From: Stefan Sperling <stsp_at_elego.de>
Date: Thu, 11 Jun 2009 17:42:40 +0100

On Thu, Jun 11, 2009 at 09:04:29AM -0700, Todd C. Gleason wrote:
> > -----Original Message-----
> > From: Stefan Sperling [mailto:stsp_at_elego.de]
> > Sent: Wednesday, June 10, 2009 11:28 AM
> > To: Nathan Nobbe
> > Cc: Les Mikesell; Marko Käning; users_at_subversion.tigris.org
> > Subject: merge performance (was: Re: Distributed Subversion)
> >
> > If it is enough for most other systems to solve the simple problem
> > of merging at units of entire revisions only, then maybe that is
> > what Subversion should be doing, too. We could do away with subtree
> > mergeinfo, just have mergeinfo at branch roots and declare rX merged
> > into branch B as soon as someone merges _anything_ from rX into
> > branch B. If you want to merge more from rX, well, then undo the
> > previous merge of rX first, and then merge rX again. From conversations
> > I've had with Paul (our merge-tracking guru), it would seem that this
> > strategy would improve performance a lot. Would people like this?
>
> I just made use of this capability (for my first time) two days ago,
> because I had committed more than I wanted to merge between
> branch/trunk at the moment. So I think it's useful, and something to
> be mentioned as a superior feature of Subversion. Obviously, when you
> merge a partial revision, you want to make extra sure your merge
> results are good before committing them, but without this feature, you
> would end up doing the same thing by hand, and have to clean it up
> later when you do the actual merge.

Why isn't it enough to merge the entire revision, and leave out
bits you know you don't need yet, and declare it merged unless
the merge is reverted again?

Is it because the changes you commit to trunk aren't self-contained?
Like if you commit a bug fix and some unrelated edits in a single revision
to trunk, and then you want to backport just the bugfix into a branch?

But even in this case, why can't people live with just removing the
stuff they don't need before committing the merge result?
Why does this need to be tracked? Conflict resolution is done
during merges all the time, and isn't being tracked either,
and no one is complaining about it.

> What I would really like is a way to prevent subtree mergeinfo from
> being endlessly maintained, and maybe to clean it up by migrating it
> towards the root.

We call this "elision". It should be possible. I've been told
people are using various scripts to do it.

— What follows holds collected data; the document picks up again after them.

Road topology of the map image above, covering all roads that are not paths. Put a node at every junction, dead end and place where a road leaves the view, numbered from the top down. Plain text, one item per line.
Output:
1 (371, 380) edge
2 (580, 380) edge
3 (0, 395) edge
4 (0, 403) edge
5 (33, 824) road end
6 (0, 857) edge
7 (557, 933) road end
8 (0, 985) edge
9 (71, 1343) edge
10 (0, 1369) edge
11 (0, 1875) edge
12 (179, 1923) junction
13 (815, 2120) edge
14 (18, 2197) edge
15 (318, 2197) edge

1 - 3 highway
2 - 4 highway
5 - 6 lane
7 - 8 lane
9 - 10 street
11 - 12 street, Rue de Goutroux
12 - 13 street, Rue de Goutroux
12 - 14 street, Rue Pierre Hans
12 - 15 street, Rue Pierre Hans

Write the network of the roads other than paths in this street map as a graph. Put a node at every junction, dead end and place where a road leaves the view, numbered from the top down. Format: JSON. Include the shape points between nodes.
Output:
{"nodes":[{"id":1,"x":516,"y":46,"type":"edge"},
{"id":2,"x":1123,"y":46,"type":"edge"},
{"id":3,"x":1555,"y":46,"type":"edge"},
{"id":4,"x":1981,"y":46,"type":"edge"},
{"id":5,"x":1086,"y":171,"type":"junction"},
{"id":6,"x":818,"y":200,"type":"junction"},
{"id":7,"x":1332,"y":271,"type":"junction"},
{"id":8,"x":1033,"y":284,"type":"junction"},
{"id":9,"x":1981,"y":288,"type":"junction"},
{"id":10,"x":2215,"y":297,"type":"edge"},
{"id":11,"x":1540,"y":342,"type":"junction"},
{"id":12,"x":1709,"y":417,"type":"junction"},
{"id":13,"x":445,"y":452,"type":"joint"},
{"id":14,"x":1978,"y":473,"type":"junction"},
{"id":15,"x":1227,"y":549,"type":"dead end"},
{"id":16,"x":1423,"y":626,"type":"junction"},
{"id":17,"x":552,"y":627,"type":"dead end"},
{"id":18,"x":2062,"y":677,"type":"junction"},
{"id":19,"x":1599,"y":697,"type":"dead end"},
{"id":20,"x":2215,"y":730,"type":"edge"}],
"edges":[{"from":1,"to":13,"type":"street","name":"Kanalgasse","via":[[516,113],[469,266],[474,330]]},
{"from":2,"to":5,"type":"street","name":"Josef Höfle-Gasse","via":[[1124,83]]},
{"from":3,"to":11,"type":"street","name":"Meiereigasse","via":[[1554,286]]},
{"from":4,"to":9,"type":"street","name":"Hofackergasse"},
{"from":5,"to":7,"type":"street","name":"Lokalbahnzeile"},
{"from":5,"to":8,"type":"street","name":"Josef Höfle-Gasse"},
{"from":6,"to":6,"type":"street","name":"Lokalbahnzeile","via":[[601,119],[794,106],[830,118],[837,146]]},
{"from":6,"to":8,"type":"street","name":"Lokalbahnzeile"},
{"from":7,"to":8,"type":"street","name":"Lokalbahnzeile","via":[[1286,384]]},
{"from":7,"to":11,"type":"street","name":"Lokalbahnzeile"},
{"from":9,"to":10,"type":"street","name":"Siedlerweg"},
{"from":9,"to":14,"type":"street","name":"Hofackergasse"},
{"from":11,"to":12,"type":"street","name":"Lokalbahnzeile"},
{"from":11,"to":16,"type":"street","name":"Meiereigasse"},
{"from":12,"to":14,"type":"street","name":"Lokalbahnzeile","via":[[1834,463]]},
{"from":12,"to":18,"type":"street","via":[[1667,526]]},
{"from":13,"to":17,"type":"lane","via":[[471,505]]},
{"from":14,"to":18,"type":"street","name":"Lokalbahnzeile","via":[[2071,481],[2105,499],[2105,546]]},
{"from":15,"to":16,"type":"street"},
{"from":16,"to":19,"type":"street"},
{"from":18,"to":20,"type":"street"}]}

> For sake of discussion, assume we have a working copy directory
> structure like this:
>
> Root\L1\L2\L3\L4 (in Windows) (Root = trunk or something similar, not
> the actual root of the repo)
>
> The directory names are just abstractions, of course. I may have
> several parallel L1's, L2's, etc.
>
> Say I do a merge to L3 and commit L3. L3 now has mergeinfo. It all
> works quickly right now because L3 doesn't contain more than a few L4
> directories, and I felt more comfortable merging to L3. All the
> merged changes in this case fit under L3, so the merge results are
> effectively the same whether I merge at L3 or at the Root. The only
> difference I know of is where the mergeinfo would get recorded.

Yes.

> As time marches on, lots of other L3-level directories get mergeinfo,
> as well as L2-level folders, etc., up to the Root itself. It's a mess
> and every time a merge is done to Root, ALL the mergeinfo properties
> get updated. Why? I don't know, especially when most of them seem
> completely unrelated to any given merge. I end up committing only the
> directories containing what I think is relevant mergeinfo. And then I
> just revert the other mergeinfo changes anyway. What a pain. I'm
> fighting Subversion.

This might all go away if we stopped tracking partial merges.
Why do you really want to track them if doing so causes such headaches?

It might also go away if we fixed all the bugs in merge-tracking.

I'm not sure which is easier.

> What I would like is for the irrelevant mergeinfo not to get updated.

> Again, if Subversion just didn't always update every bit of mergeinfo
> in your entire WC, but only updated the mergeinfo for whatever got
> changed, it might solve the problem sufficiently that I don't really
> care where the mergeinfo is.
>
> Maybe there are some complex technical reasons why Subversion behaves
> as it does right now, but if so, I don't understand them, and I don't
> think most users want to understand. We simply see an ever-growing
> number of files/folders getting modified properties as a result of a
> merge, and it confuses us so we struggle to commit a sane merge
> result.

I don't fully understand all the reasons of mergeinfo creation
either, but in several cases it was found that some of it was
actually created because of bugs.

E.g. see this bugfix which will be in 1.6.3:

 Author: pburba
 Date: Thu Jun 4 17:28:32 2009
 New Revision: 37931
 
 Log:
 Stop propagation of self-referential mergeinfo via --reintegrate merges.
 
 While we recommend that users delete a branch once they reintegrate it, it
 should still possible to keep sync merging to the branch if a --record-only
 merge is performed to avoid cyclical merge problems. However there is a bug
 where, even if the record only merge is performed correctly, subsequent
 reintegrations can produce self-referential mergeinfo on the target. This
 mergeinfo can then propagate to other branches where it can appear as
 legitimate (non-self-referential) mergeinfo. This in turn can make it
 appear that sync merges have been performed when they have not and
 vice-versa

If you can follow the description of this problem, you get a glimpse
of how complex the merge-tracking machinery really is, and what
Paul is dealing with when finding and fixing those bugs. And yes,
there's just one guy working on fixing these problems right now,
as most people wouldn't go near it in order to keep their sanity.
I'm not suggesting that Paul is insane, he seems to be coping well :)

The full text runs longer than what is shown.